Despite ambitious planning, the JURI Committee vote on the Copyright in the Digital Market directive seems increasingly unlikely to happen in 2017. Meanwhile, following the lead of the EPP, ALDE (The Alliance of Liberals and Democrats for Europe) published a new position paper on Copyright in the Digital Single Market earlier this month. ALDE seems to be deeply split when it comes to the question of copyright policy. Perhaps this is why the paper offers a very blurred perspective on how the group’s MEPs will vote in the upcoming votes in the Civil Liberties (LIBE) and Legal Affairs (JURI) committees in the European Parliament.
A blurred compromise to keep everyone happy
While many liberal MEPs are traditionally supportive of less restrictive copyright rules and value the protection of individual freedoms, ALDE’s official spokesperson for the copyright file, MEP Cavada is one of the most outspoken proponents of stronger copyright protection in the European Parliament.
The new position paper seems to be an attempt to bridge both positions. Following a somewhat rambling introduction that extensively highlights the need to fight online piracy (which technically is not included in the scope of the DSM directive), the position paper states that attempts to protect copyright online should not infringe users’, consumers’ and citizens’ rights:
ALDE wants to protect copyright online because we need to ensure that creators are fairly remunerated for their creations. In taking measures to ensure this, however, ALDE is not ready to go as far as to infringe users’, consumers’ and citizens’ rights to exercise their freedom of expression online. Just as in working against any unlawful behaviour, online or offline, ALDE will do as much as possible, while maintaining a fair balance of fundamental rights, such as the right of information and the right of free expression.
Unfortunately the position paper leaves it unclear what this would mean for ALDEs position towards article 13 of the Commission’s proposal (which require upload filters for online platforms). Since we (and many others) have repeatedly argued that the filtering mechanisms required by article 13 would infringe on users (fundamental) one would assume that the above passage would require ALDE MEPs to oppose article 13. However, the next paragraph of the position paper somehow manages to translate the above passage into an imperative to “stand up for the protection of rights holders legitimate interests”

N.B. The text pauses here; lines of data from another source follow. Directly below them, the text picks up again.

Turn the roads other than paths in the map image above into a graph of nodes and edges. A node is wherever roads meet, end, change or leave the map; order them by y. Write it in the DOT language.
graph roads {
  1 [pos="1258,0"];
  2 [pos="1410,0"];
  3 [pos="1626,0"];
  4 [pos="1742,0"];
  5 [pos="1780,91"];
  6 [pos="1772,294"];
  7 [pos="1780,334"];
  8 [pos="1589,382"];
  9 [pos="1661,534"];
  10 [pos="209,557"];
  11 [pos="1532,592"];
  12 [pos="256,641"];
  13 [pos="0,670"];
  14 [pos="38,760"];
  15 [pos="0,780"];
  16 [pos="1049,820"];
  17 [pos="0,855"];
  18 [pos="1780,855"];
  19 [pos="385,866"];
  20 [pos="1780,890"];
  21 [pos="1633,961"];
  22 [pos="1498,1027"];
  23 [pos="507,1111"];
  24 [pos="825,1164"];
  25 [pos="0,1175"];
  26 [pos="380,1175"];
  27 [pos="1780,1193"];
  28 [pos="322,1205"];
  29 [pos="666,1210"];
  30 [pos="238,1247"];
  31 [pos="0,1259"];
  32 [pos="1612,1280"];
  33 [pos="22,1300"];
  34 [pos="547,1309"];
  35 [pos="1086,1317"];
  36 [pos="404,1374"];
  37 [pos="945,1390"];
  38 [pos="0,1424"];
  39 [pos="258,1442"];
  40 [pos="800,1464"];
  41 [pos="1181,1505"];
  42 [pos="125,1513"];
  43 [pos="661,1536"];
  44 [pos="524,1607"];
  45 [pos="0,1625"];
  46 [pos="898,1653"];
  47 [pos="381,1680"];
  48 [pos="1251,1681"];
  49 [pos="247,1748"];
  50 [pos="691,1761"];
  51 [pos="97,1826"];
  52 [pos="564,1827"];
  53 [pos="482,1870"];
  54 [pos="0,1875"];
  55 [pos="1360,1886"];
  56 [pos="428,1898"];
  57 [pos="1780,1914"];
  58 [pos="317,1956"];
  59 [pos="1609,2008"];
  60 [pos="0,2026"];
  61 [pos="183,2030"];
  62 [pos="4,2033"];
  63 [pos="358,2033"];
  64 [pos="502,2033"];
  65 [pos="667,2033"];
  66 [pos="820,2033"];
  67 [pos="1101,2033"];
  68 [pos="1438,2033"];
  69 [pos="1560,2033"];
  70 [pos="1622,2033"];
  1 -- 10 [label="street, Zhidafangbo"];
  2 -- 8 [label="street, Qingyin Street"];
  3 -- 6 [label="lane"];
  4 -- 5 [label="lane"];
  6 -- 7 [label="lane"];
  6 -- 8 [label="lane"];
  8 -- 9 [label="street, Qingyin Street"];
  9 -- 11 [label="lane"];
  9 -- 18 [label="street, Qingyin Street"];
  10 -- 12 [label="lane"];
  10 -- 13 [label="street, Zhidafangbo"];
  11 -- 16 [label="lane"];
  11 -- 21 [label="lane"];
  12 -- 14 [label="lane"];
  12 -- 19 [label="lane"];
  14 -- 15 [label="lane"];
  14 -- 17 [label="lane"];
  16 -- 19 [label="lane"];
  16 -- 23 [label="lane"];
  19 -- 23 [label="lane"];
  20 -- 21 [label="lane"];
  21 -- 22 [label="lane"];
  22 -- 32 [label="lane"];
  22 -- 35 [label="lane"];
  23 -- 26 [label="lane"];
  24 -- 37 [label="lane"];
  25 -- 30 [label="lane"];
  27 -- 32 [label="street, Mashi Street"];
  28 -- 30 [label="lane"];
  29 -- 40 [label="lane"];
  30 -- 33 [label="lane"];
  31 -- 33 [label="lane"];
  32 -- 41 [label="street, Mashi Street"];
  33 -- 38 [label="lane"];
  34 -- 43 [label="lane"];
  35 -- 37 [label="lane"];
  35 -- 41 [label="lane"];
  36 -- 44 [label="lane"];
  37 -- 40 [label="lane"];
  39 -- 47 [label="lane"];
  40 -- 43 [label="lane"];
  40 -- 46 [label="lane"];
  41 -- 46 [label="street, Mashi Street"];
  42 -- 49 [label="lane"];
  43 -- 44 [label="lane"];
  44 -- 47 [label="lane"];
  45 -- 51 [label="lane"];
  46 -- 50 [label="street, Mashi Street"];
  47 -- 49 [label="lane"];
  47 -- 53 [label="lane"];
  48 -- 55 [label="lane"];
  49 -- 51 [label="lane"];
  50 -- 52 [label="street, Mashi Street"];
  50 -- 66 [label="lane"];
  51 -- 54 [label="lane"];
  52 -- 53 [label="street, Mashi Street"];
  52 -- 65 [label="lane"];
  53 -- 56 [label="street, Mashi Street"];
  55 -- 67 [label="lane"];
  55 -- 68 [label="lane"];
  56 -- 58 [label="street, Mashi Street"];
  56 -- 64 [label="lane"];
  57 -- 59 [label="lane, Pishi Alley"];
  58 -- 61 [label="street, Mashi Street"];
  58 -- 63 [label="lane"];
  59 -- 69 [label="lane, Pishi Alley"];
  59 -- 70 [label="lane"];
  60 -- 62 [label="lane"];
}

ALDE therefore stands up for the protection of right holders’ legitimate interests whereby ensuring the creative sector to prosper and to preserve cultural diversity in Europe. Similar rules need to be found for the online world as exist in the offline world in order to minimise copyright infringements, thus we need to ensure a fair remuneration of authors and performers and to encourage investment in the creative & cultural sector.
This passage is problematic for a number of reasons such as the nonsensical obsession with similar rules for online and offline “worlds”. More importantly this passage re-affirms the founding myth of the discussion that saddled us up with the upload filters proposed by article 13: It implies that the Internet somehow prevents Europe’s creative sector from prospering. While there can be no doubt that the digitisation of economic and cultural transactions has brought massive change to the cultural sector and the music industry in particular, there is a lot of evidence that the EU music sector is doing fine in the digital environment.
ALDE MEPs need to be reminded that they have been elected to protect fundamental rights
While these internal contradictions show that ALDE has not really managed to establish a common coherent position on the questions raised by the DSM directive, it nevertheless points to a way out. Given that the proponents of the article 13 have still not managed to back up the narrative that digitisation is hurting the EU cultural & creative sector ALDE should base their positions on the imperative to protect fundamental rights including the freedom for creative expression that has been greatly enhanced with the advent of open internet platforms.
The ALDE MEPs in the LIBE committee will have the chance to do so next month. In the run up to the vote in LIBE we may want to remind Nathlie Greisbeck (FR), Filiz Hyusmenova (BG),Sophia in ‘t Veld (NL), Louis Michel (BE) and Cecilia Wickström (SE) that the have very likely not been elected to limit our online freedoms. That would also be in line with the overall ambition expressed in the position paper:
As the most pro-European group in the European Parliament ALDE advocates to facilitate equal access to culture, education, research and innovation – for all European citizens.